1.4 The claim is incorrect. pH is not proportional to concentration; it is proportional to the logarithm of [H⁺], which is itself the square root of concentration (approximately). Doubling c from 0.10 to 0.20 mol/L gives pH ≈ ½(4.74 − log 0.20) = ½(4.74 + 0.699) = 2.72, compared to 2.87 at 0.10 mol/L — a decrease of only 0.15 pH units, not halving the pH. 1 mark for correctly rejecting the claim; 1 mark for quantitative or conceptual justification.

1.5 pH would increase (solution becomes less acidic / more neutral). Adding CH₃COO⁻ increases [A⁻] in the K_a expression K_a = [H⁺][A⁻] / [HA]. For K_a to remain constant (Le Chatelier), [H⁺] must decrease, so pH increases.
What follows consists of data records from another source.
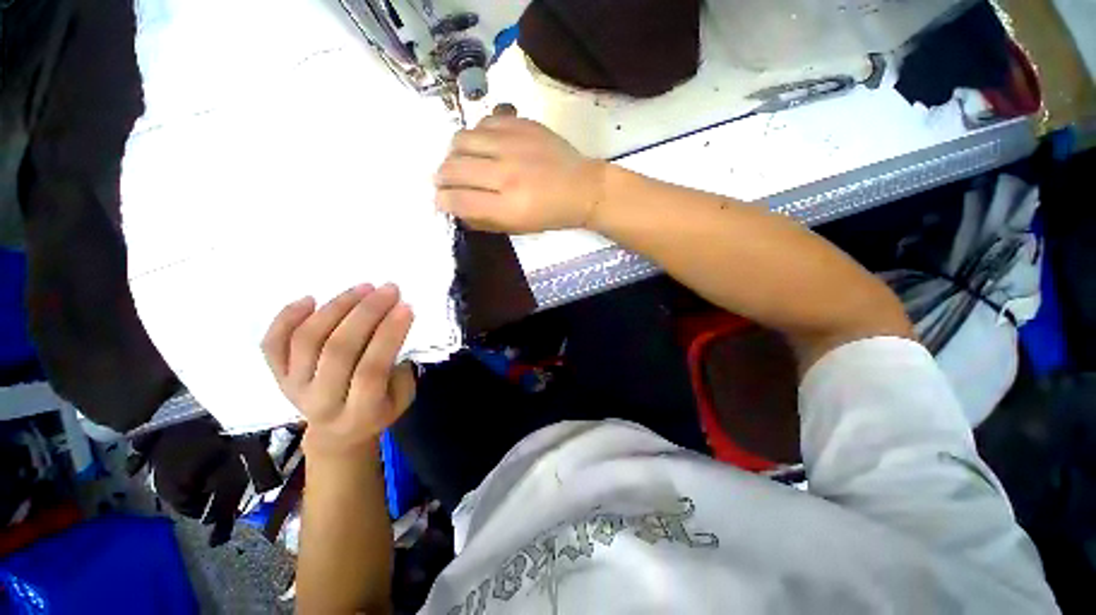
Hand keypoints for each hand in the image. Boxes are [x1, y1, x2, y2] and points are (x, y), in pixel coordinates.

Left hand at [261, 283, 415, 458]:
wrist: (336, 434)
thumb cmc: (378, 411)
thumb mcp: (402, 399)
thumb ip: (400, 369)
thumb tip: (395, 329)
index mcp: (359, 412)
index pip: (371, 369)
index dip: (389, 335)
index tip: (406, 307)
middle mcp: (321, 401)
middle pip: (338, 350)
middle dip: (367, 313)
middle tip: (388, 289)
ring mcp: (293, 387)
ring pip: (307, 340)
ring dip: (337, 307)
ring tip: (362, 287)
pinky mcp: (277, 375)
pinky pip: (273, 343)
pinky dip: (287, 317)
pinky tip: (311, 298)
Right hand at [434, 105, 604, 232]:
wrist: (583, 188)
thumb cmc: (551, 215)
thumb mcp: (519, 228)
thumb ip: (485, 220)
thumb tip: (456, 209)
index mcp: (509, 206)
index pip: (460, 199)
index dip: (443, 200)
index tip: (441, 200)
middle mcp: (508, 173)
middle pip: (454, 167)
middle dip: (442, 177)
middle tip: (446, 182)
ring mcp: (514, 143)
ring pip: (462, 139)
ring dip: (454, 153)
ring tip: (461, 161)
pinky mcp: (522, 124)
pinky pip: (484, 121)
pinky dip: (476, 134)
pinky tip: (483, 145)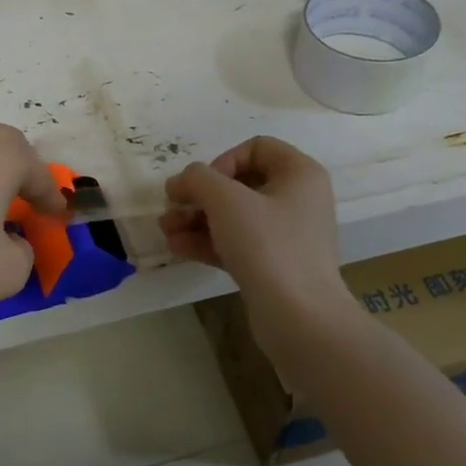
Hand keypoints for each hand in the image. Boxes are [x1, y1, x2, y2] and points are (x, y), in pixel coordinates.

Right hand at [162, 137, 359, 360]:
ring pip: (234, 217)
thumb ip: (198, 179)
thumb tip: (182, 181)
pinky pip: (236, 244)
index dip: (222, 161)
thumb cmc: (268, 246)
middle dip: (200, 196)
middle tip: (171, 207)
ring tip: (165, 230)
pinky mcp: (272, 266)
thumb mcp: (226, 201)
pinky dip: (207, 242)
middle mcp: (297, 200)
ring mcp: (285, 236)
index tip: (203, 186)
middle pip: (240, 184)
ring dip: (197, 219)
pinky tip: (177, 248)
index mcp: (299, 174)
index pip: (256, 148)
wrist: (299, 317)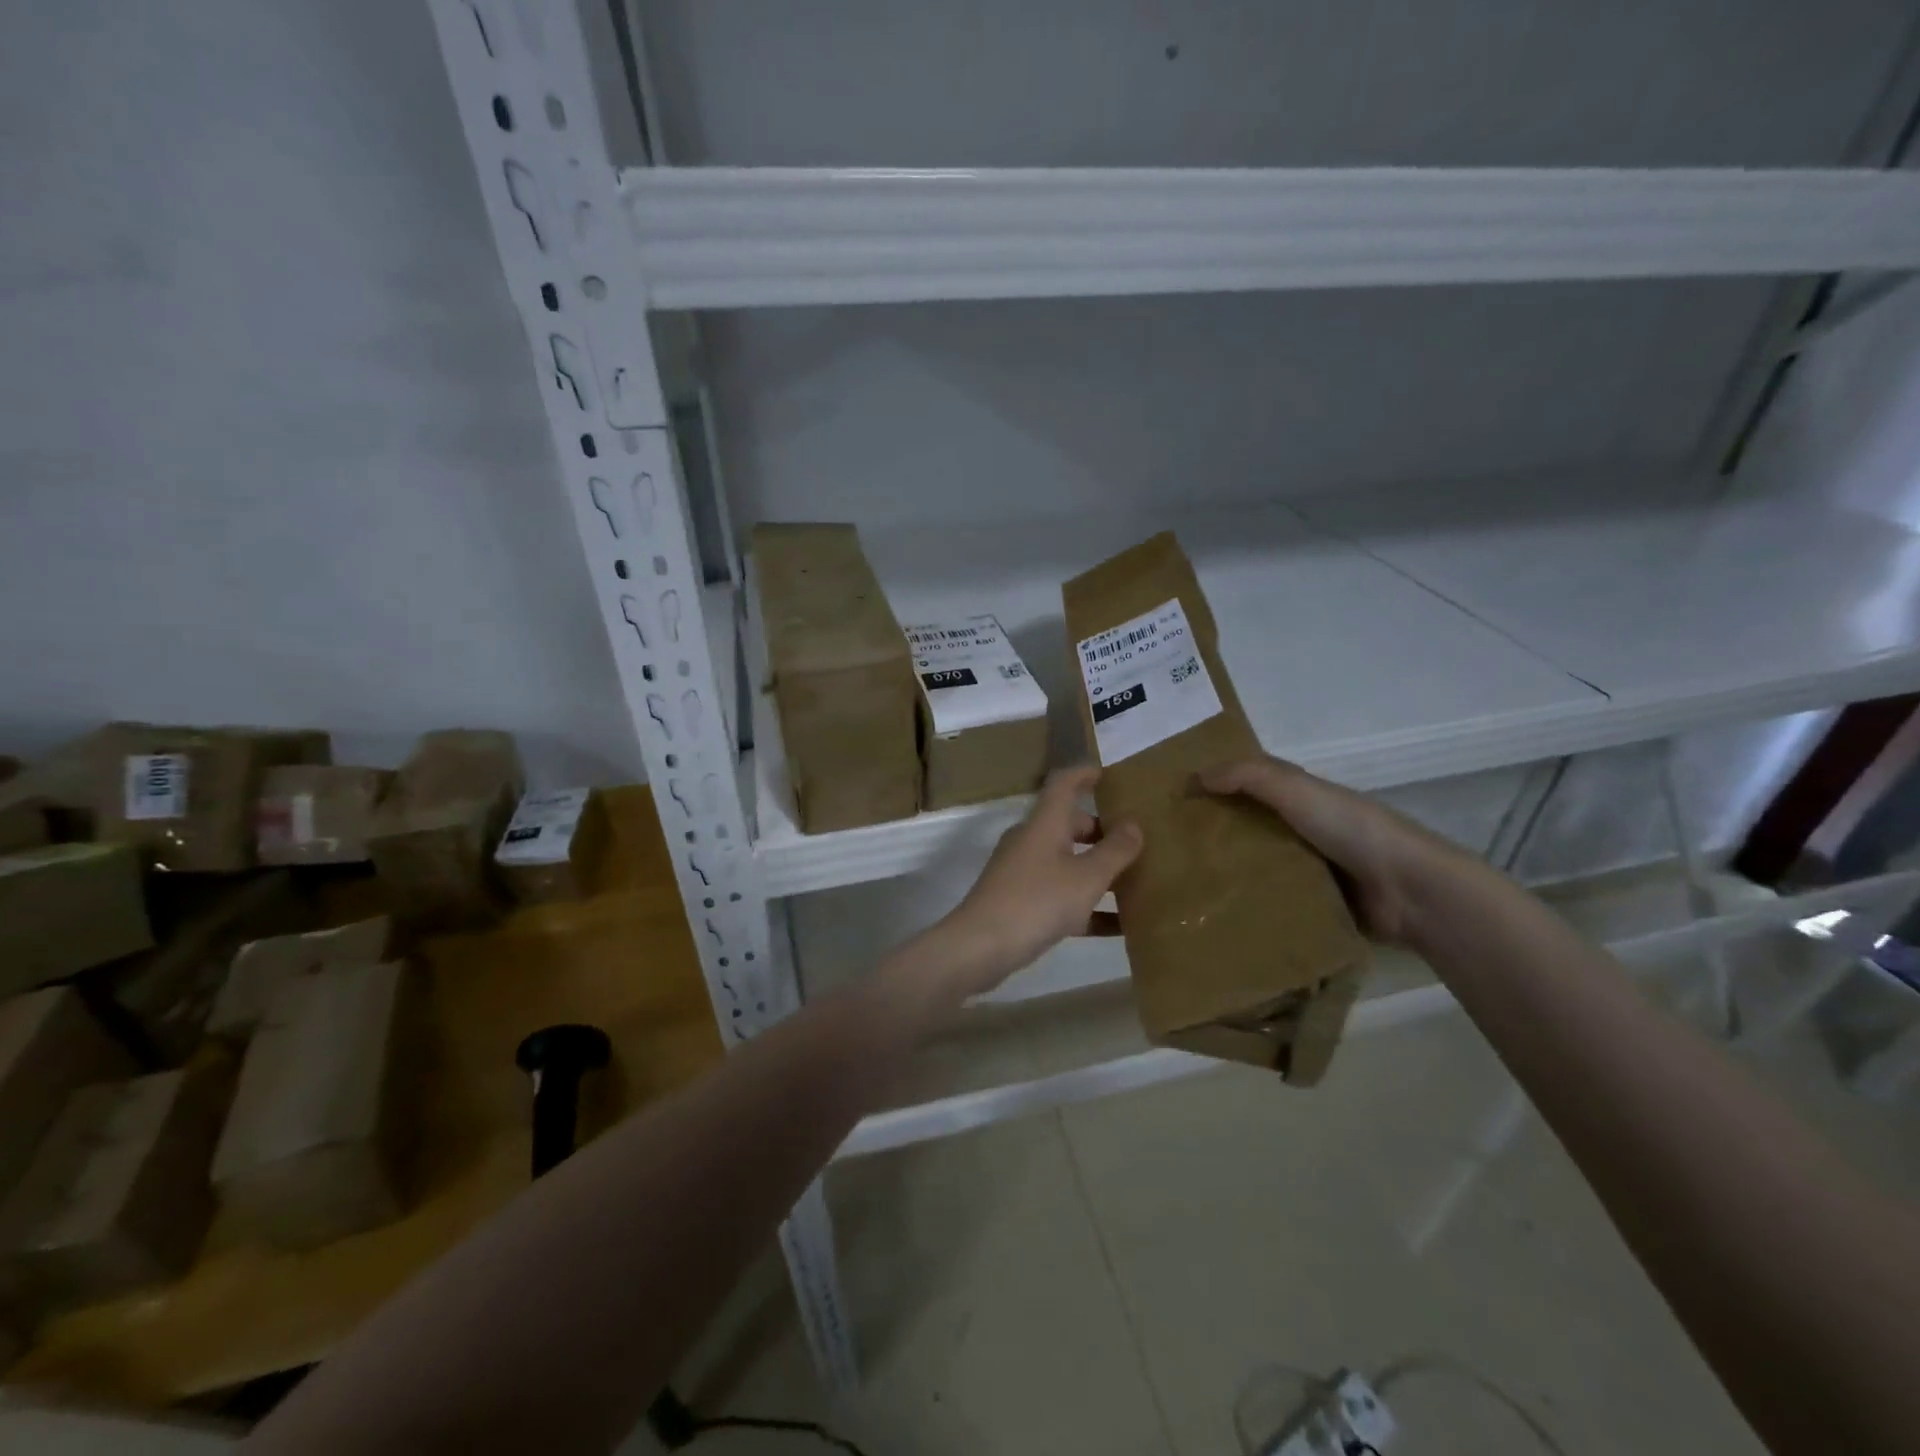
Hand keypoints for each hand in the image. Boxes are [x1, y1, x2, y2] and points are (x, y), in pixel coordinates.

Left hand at [921, 767, 1142, 999]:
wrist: (981, 946)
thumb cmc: (1037, 900)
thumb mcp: (1086, 876)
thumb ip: (1115, 851)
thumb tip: (1134, 825)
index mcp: (1045, 823)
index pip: (1064, 784)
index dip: (1086, 774)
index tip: (1111, 775)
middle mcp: (1032, 841)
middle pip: (1069, 825)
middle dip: (1102, 831)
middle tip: (1139, 841)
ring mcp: (1023, 872)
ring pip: (1067, 862)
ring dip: (1098, 870)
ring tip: (1137, 881)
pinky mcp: (1021, 903)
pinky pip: (1061, 896)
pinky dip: (1087, 905)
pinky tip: (1119, 927)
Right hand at [1198, 756, 1467, 946]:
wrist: (1408, 890)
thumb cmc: (1349, 828)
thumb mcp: (1296, 789)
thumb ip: (1248, 776)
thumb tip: (1195, 777)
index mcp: (1301, 797)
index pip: (1248, 785)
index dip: (1214, 785)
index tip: (1173, 798)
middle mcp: (1302, 830)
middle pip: (1248, 827)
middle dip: (1213, 833)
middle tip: (1165, 848)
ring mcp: (1310, 870)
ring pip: (1257, 866)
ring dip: (1227, 872)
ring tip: (1181, 885)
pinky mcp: (1314, 906)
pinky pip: (1273, 901)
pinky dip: (1249, 905)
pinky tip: (1216, 913)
This is the common ion effect, and the result is a buffer solution. 1 mark for “pH increases”; 1 mark for K_a / common ion reasoning; 1 mark for naming or describing the buffer effect.

Q2 — HF assumption failure chain

Effect 1: α = (3.69 × 10⁻³ / 0.020) × 100% = 18.45% which is greater than 5%.

Effect 2: The simplifying assumption is invalid; the student should use the quadratic formula instead.

Effect 3: x = (−6.8 × 10⁻⁴ + √((6.8 × 10⁻⁴)² + 4 × 6.8 × 10⁻⁴ × 0.020)) / 2. Discriminant = 4.624 × 10⁻⁷ + 5.44 × 10⁻⁵ = 5.486 × 10⁻⁵. √ = 7.407 × 10⁻³. x = (−6.8 × 10⁻⁴ + 7.407 × 10⁻³) / 2 = 6.727 × 10⁻³ / 2 = 3.36 × 10⁻³ mol/L.

2.5 Approximate pH = −log(3.69 × 10⁻³) = 2.43; Correct pH = −log(3.36 × 10⁻³) = 2.47. Difference = 0.04 pH units. 1 mark for each pH calculated correctly.

Q3 — Weak base K_b data

Table answers:

NH₃, c = 0.100: K_b/c = 1.8 × 10⁻⁴ (valid); [OH⁻] = √(1.8 × 10⁻⁶) = 1.342 × 10⁻³; pOH = 2.87; pH = 11.13.
NH₃, c = 0.010: K_b/c = 1.8 × 10⁻³ (valid, just); [OH⁻] = √(1.8 × 10⁻⁷) = 4.243 × 10⁻⁴; pOH = 3.37; pH = 10.63.
CH₃NH₂, c = 0.100: K_b/c = 4.4 × 10⁻³ > 0.0025 (invalid — note); using approximation: [OH⁻] = √(4.4 × 10⁻⁵) = 6.633 × 10⁻³; α = 6.63% > 5%; approximation invalid, but the question may accept approximation for this level. Exact quadratic: x = (−4.4 × 10⁻⁴ + √((4.4 × 10⁻⁴)² + 4 × 4.4 × 10⁻⁴ × 0.100))/2 = 6.41 × 10⁻³; pOH = 2.19; pH = 11.81.

3.2 Diluting NH₃ tenfold from 0.100 to 0.010 mol/L decreases pH from 11.13 to 10.63 — a change of only 0.5 pH units, not 1.0. This is because NH₃ is a weak base: as concentration decreases, a larger fraction ionises (α increases), partially offsetting the dilution. For a strong base, tenfold dilution would reduce [OH⁻] by exactly 10-fold (1.0 pH unit). The equilibrium shifts to maintain the K_b relationship, dampening the pH change. 1 mark for correct pH comparison; 1 mark for “weak base ionises more on dilution” / equilibrium shift explanation.

Q4 — HCN in cyanide leach process

4.1 When pH drops from 10.5 to 9.0, [H⁺] increases (from 10^−10.5 to 10⁻⁹). In K_a = [H⁺][CN⁻] / [HCN], an increase in [H⁺] with K_a fixed means [HCN] / [CN⁻] increases — the equilibrium shifts left, so more cyanide is present as the toxic HCN form rather than CN⁻. 1 mark for direction (more HCN); 1 mark for K_a reasoning.

4.2 Rearranging: [HCN] / [CN⁻] = [H⁺] / K_a = (1.0 × 10⁻⁹) / (6.2 × 10⁻¹⁰) = 1.61. So [HCN] : [CN⁻] ≈ 1.61 : 1. Yes, at pH 9.0, HCN is the dominant form (approximately 62% of total cyanide). This represents a serious safety hazard as HCN is volatile and toxic. 1 mark for ratio calculation; 1 mark for “HCN is dominant” conclusion.